AI Benchmark measures the speed, accuracy and memory requirements for several key AI and Computer Vision algorithms. Among the tested solutions are Image Classification and Face Recognition methods, Neural Networks used for Image Super-Resolution and Photo Enhancement, AI models predicting text and performing Bokeh Effect Rendering, as well as algorithms used in autonomous driving systems. The visualization of the algorithms’ outputs allows to assess their results graphically and to get to know the current state-of-the-art in various AI fields.
In total, AI Benchmark consists of 46 tests and 14 sections provided below:
Section 1. Classification, MobileNet-V2
Section 2. Classification, Inception-V3
Section 3. Face Recognition, MobileNet-V3
Section 4. Parallel Model Execution, 8 x MobileNet-V2
Section 5. Optical Character Recognition, CRNN
Section 6. Photo Deblurring, PyNET
Section 7. Image Super-Resolution, VGG19
Section 8. Image Super-Resolution, SRGAN
Section 9. Bokeh Effect Rendering, U-Net
Section 10. Semantic Segmentation, DeepLabV3+
Section 11. Parallel Segmentation, 2 x DeepLabV3+
Section 12. Image Enhancement, DPED ResNet
Section 13. Text Completion, LSTM
Section 14. Memory Limits, SRCNN
Besides that, one can load and test their own TensorFlow Lite deep learning model in the PRO Mode.
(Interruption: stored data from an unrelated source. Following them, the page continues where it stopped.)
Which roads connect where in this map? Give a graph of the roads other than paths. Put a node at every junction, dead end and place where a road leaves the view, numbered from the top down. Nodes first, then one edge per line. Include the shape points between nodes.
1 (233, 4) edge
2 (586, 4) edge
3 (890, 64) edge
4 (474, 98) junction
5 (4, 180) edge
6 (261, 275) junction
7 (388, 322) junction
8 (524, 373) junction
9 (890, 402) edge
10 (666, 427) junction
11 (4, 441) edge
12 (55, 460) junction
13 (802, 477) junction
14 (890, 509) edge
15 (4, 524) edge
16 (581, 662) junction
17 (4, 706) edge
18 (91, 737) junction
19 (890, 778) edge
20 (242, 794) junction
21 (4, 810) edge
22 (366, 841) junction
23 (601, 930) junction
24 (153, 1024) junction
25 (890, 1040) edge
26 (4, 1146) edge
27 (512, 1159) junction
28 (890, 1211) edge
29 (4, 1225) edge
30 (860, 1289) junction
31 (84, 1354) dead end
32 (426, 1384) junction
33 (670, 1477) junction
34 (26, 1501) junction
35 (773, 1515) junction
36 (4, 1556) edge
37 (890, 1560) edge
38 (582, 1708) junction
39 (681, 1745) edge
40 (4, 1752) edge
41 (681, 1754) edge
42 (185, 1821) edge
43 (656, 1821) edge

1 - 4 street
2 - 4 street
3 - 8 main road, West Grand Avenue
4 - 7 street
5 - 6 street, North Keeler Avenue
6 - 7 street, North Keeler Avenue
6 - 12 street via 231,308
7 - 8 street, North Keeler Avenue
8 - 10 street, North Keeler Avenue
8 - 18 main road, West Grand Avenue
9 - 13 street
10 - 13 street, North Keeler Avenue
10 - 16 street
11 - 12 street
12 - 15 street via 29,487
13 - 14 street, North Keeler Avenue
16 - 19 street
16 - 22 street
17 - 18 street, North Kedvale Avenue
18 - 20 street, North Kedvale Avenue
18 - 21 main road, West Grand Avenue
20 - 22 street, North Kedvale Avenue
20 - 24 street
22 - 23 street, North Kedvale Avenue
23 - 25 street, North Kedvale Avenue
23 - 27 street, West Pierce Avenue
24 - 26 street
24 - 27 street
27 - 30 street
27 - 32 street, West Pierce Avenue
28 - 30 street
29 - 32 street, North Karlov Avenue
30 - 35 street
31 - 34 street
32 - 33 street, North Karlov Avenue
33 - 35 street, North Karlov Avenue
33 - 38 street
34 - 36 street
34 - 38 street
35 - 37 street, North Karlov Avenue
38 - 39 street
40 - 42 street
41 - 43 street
Note: Hardware acceleration is supported on all mobile SoCs with dedicated NPUs and AI accelerators, including Qualcomm Snapdragon, HiSilicon Kirin, Samsung Exynos and MediaTek Helio / Dimensity chipsets. Starting from AI Benchmark v4, one can also enable GPU-based AI acceleration on older devices in the settings (“Accelerate” -> “Enable GPU Acceleration”, OpenGL ES-3.0+ is required).
1. New Tasks: OCR, Text Completion and Parallel Model Execution.
2. NNAPI-1.2 compatible Neural Networks added.
3. The total number of tests increased to 46.
4. Native hardware acceleration on Snapdragon and Exynos SoCs using the Hexagon NN / Eden delegates.
5. Extended accuracy measurements.
6. DSP / NPU throttling tests (PRO mode).
7. Running custom TFLite models (PRO mode).
8. Optimizations for low-RAM devices.
9. GPU-based AI acceleration is available on devices with OpenGL ES 3.0+ support.